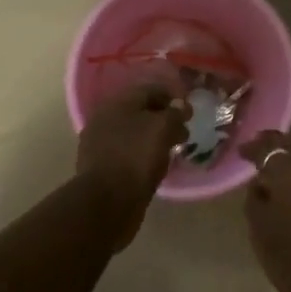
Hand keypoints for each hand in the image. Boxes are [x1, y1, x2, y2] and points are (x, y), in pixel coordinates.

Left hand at [76, 81, 186, 236]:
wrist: (107, 202)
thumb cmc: (136, 157)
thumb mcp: (163, 128)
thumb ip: (175, 113)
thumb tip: (181, 106)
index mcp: (117, 103)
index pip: (150, 90)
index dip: (173, 96)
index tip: (190, 109)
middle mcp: (105, 119)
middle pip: (140, 111)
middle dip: (164, 118)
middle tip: (184, 130)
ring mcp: (100, 144)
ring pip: (134, 134)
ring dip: (154, 138)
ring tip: (174, 149)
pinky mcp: (102, 167)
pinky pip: (128, 153)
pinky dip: (143, 155)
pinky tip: (156, 164)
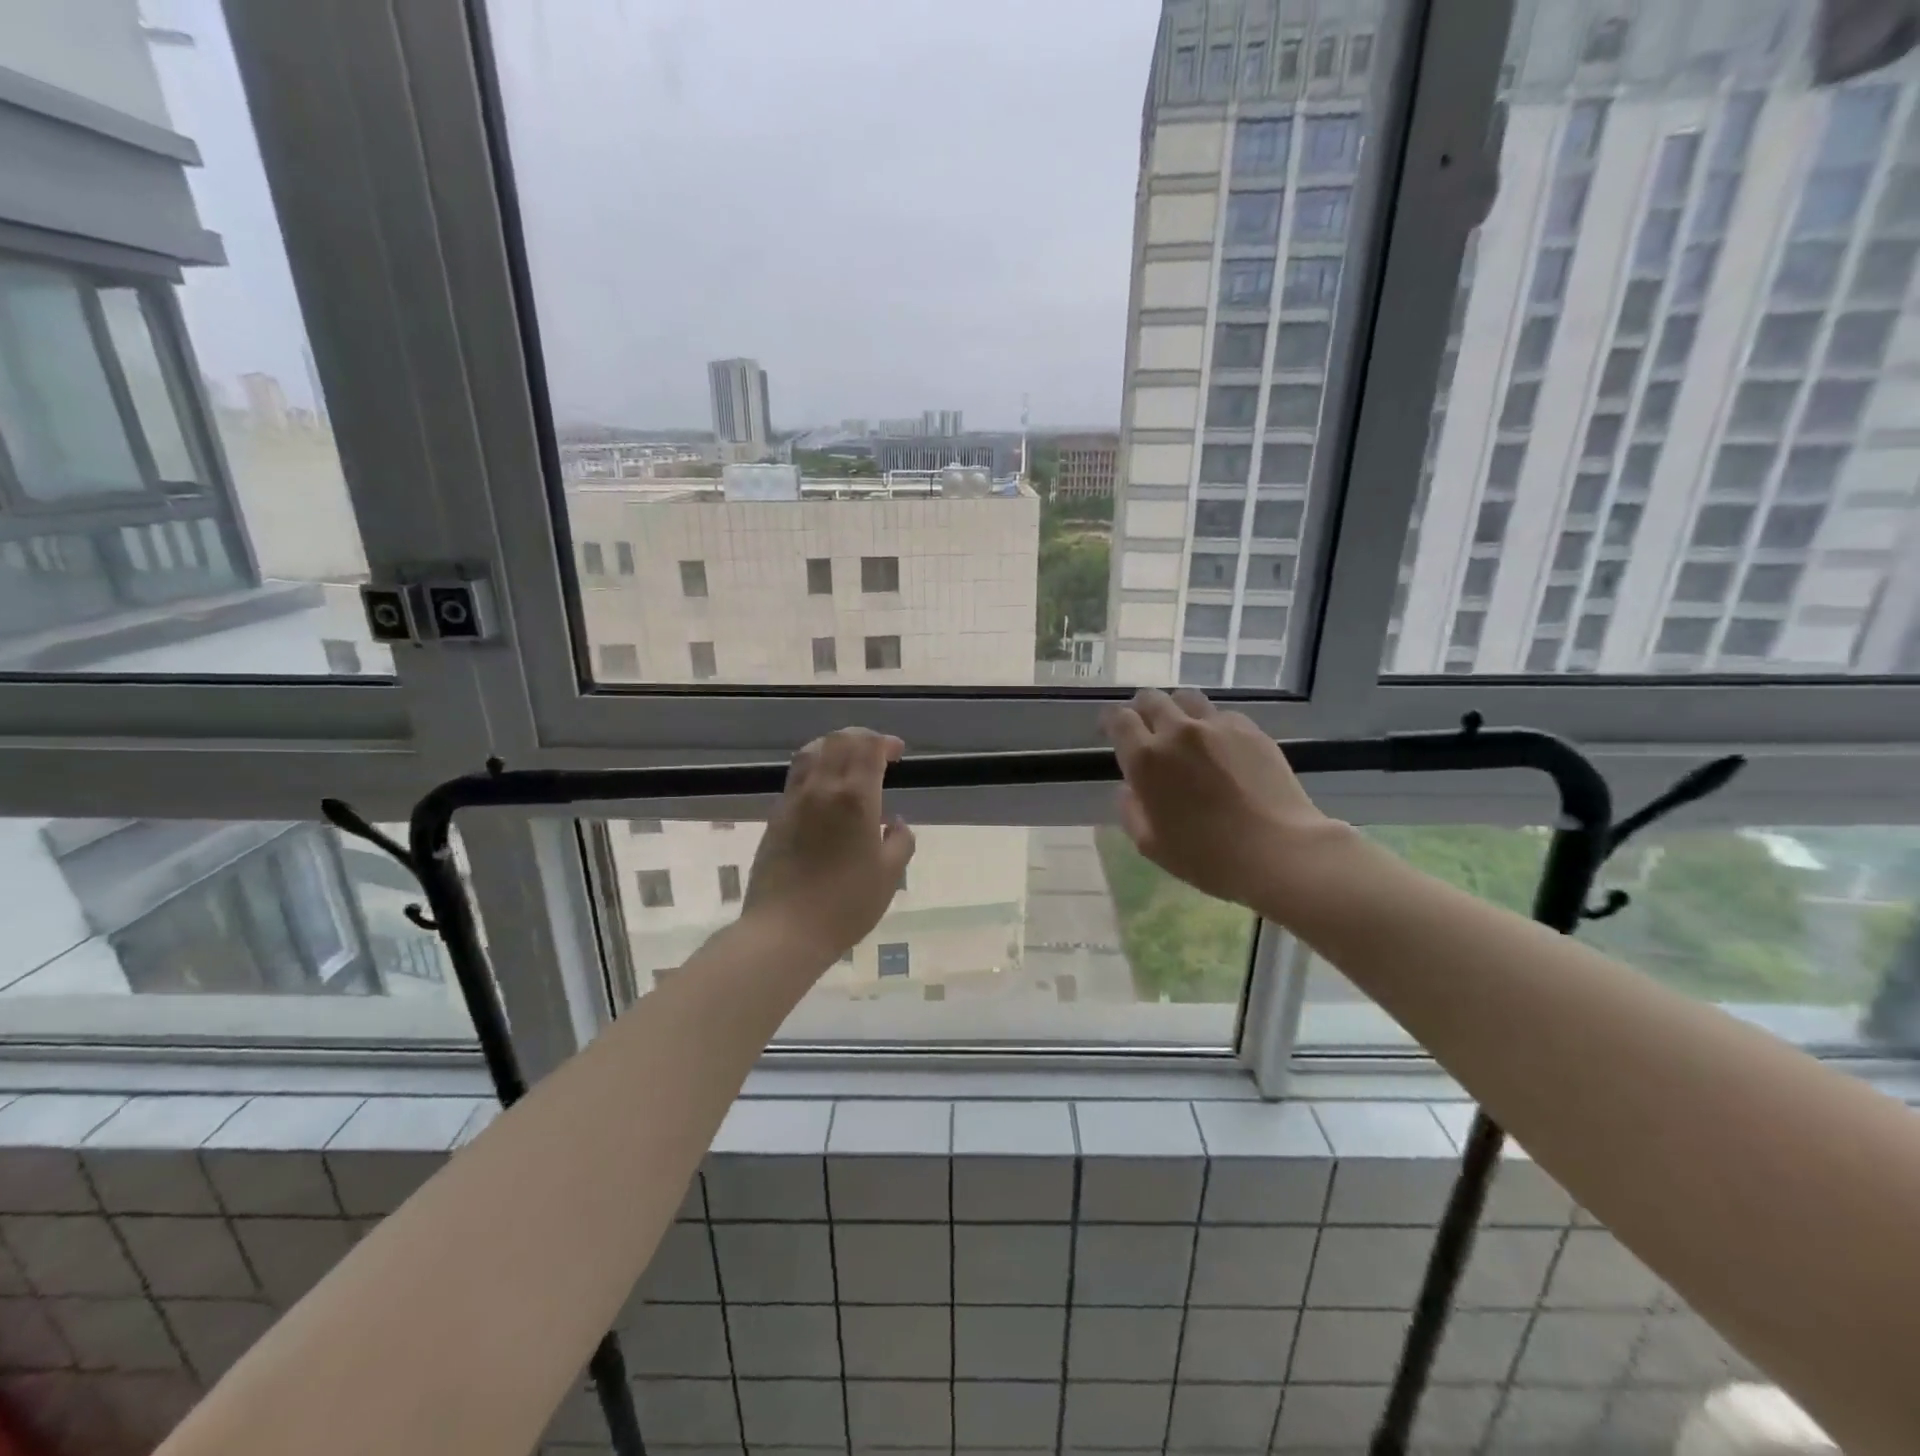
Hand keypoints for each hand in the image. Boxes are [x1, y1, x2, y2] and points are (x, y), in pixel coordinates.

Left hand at [744, 728, 915, 960]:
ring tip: (849, 763)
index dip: (884, 742)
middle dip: (861, 738)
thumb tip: (896, 822)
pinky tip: (826, 790)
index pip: (868, 747)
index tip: (897, 753)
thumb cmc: (846, 904)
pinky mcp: (776, 815)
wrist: (785, 930)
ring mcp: (794, 799)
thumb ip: (900, 842)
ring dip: (834, 747)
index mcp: (855, 798)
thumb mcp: (889, 876)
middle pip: (838, 741)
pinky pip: (797, 775)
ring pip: (812, 752)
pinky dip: (816, 768)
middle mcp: (822, 788)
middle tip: (877, 753)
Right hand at [1101, 688, 1338, 913]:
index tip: (1111, 730)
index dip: (1111, 720)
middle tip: (1147, 730)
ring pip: (1187, 699)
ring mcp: (1217, 727)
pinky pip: (1222, 715)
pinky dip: (1212, 725)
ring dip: (1177, 710)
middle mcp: (1177, 732)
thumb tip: (1129, 789)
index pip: (1119, 719)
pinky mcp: (1250, 730)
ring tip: (1183, 732)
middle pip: (1151, 699)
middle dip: (1142, 710)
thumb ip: (1131, 811)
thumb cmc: (1207, 857)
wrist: (1278, 852)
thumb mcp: (1151, 845)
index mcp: (1146, 759)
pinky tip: (1221, 749)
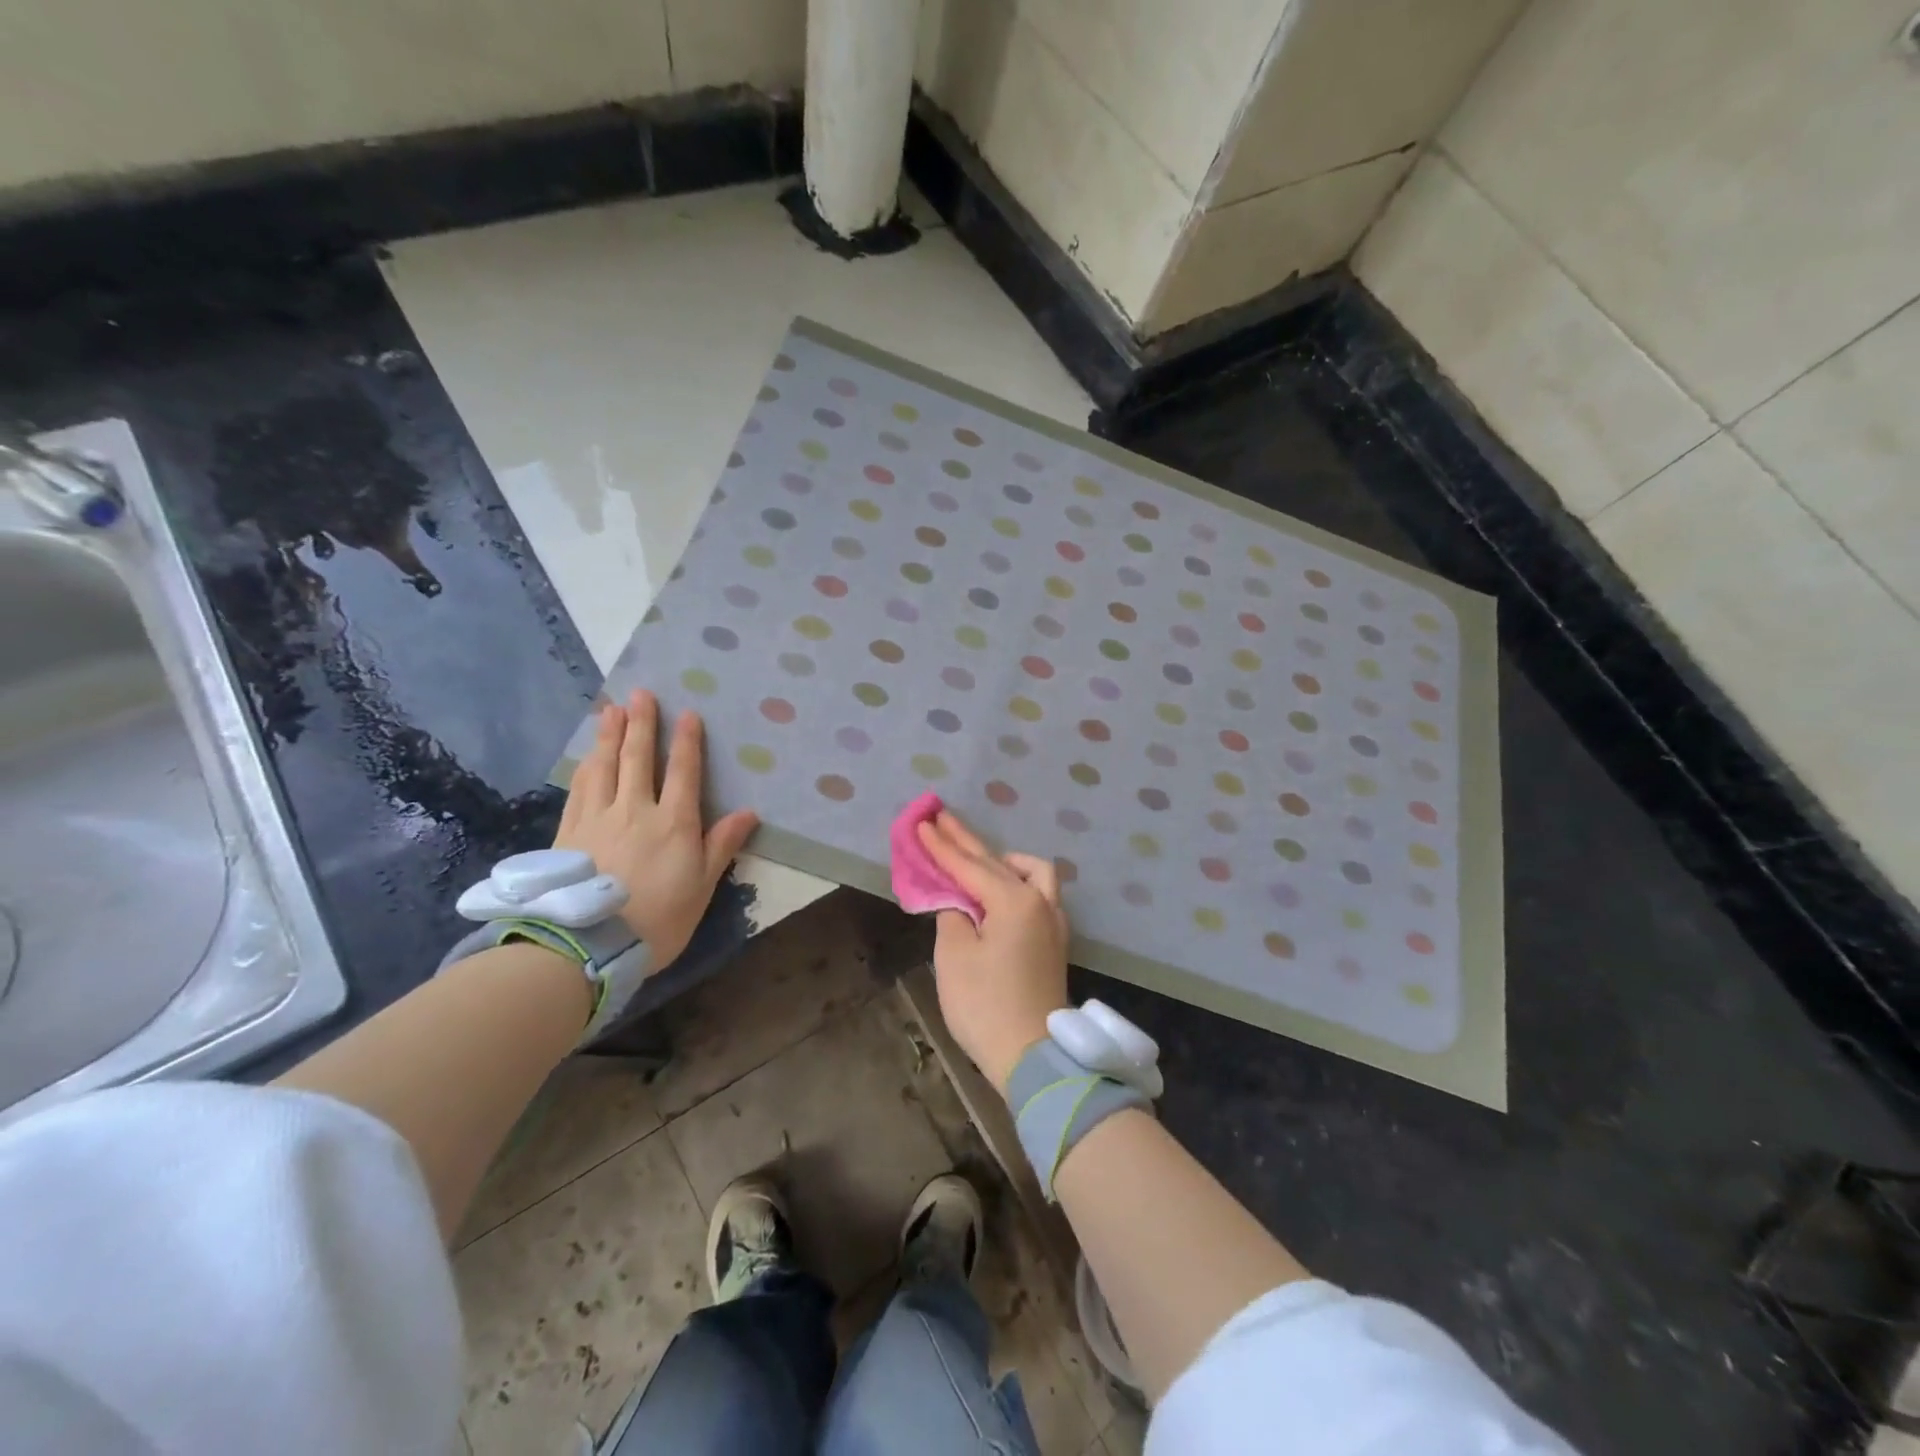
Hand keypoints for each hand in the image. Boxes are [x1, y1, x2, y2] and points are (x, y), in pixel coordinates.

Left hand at [554, 689, 758, 965]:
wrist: (588, 944)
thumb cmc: (657, 919)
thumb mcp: (701, 887)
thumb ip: (721, 845)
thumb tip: (748, 812)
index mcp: (673, 823)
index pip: (682, 772)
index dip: (686, 741)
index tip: (687, 713)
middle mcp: (635, 810)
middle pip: (637, 758)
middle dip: (642, 724)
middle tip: (641, 694)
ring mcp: (597, 818)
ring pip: (604, 767)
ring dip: (609, 735)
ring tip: (612, 710)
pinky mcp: (568, 832)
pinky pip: (579, 788)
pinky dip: (585, 766)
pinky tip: (587, 756)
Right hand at [916, 809, 1069, 1091]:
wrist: (1033, 1056)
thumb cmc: (986, 1004)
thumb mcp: (954, 956)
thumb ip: (953, 915)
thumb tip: (959, 903)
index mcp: (1014, 900)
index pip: (969, 866)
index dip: (942, 846)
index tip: (923, 822)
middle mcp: (1040, 901)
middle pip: (998, 862)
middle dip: (967, 842)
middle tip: (942, 818)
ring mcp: (1053, 921)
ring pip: (1031, 873)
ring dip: (1003, 860)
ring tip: (977, 860)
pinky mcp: (1055, 941)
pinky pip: (1038, 894)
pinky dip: (1017, 882)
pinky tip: (1004, 891)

● ● ●

**WORK TO BE COMPLETED**
From the line that contains "wrist: (1278, 852)" down to the last line of the material above, every line must be repeated exactly, with pictures removed and both end lines included.

**YOUR RESPONSE**
wrist: (1278, 852)
thumb mcp: (1151, 845)
index mcp: (1146, 759)
pinky tip: (1221, 749)
Hand keypoints for each hand in the image. Boxes are [x1, y1, x2, y2] and points are (x, y), in pixel coordinates.

Left hand at [554, 689, 758, 965]:
wrist: (588, 944)
thumb cmc: (657, 919)
thumb mcp: (701, 887)
thumb ip: (721, 845)
thumb tip: (748, 812)
index mcp: (673, 823)
index pip: (682, 772)
index dip: (686, 741)
index tip: (687, 713)
middle mcp: (635, 810)
middle pip: (637, 758)
middle dip: (642, 724)
middle tip: (641, 694)
ring mcp: (597, 818)
ring pip: (604, 767)
ring dip: (609, 735)
ring tip: (612, 710)
pinky mcp: (568, 832)
pinky pip: (579, 788)
pinky dip: (585, 766)
pinky tip: (587, 756)
Right hand at [916, 809, 1069, 1091]:
wrist: (1033, 1056)
thumb cmc: (986, 1004)
thumb mcp: (954, 956)
thumb ip: (953, 915)
thumb tip: (959, 903)
index mcp: (1014, 900)
index pip: (969, 866)
index dip: (942, 846)
index tip: (923, 822)
middle mcp: (1040, 901)
middle pip: (998, 862)
middle dip: (967, 842)
middle tip: (942, 818)
ring mcp: (1053, 921)
ring pip: (1031, 873)
ring dip: (1003, 860)
ring tip: (977, 860)
pinky mcp: (1055, 941)
pinky pip: (1038, 894)
pinky dip: (1017, 882)
pinky tip: (1004, 891)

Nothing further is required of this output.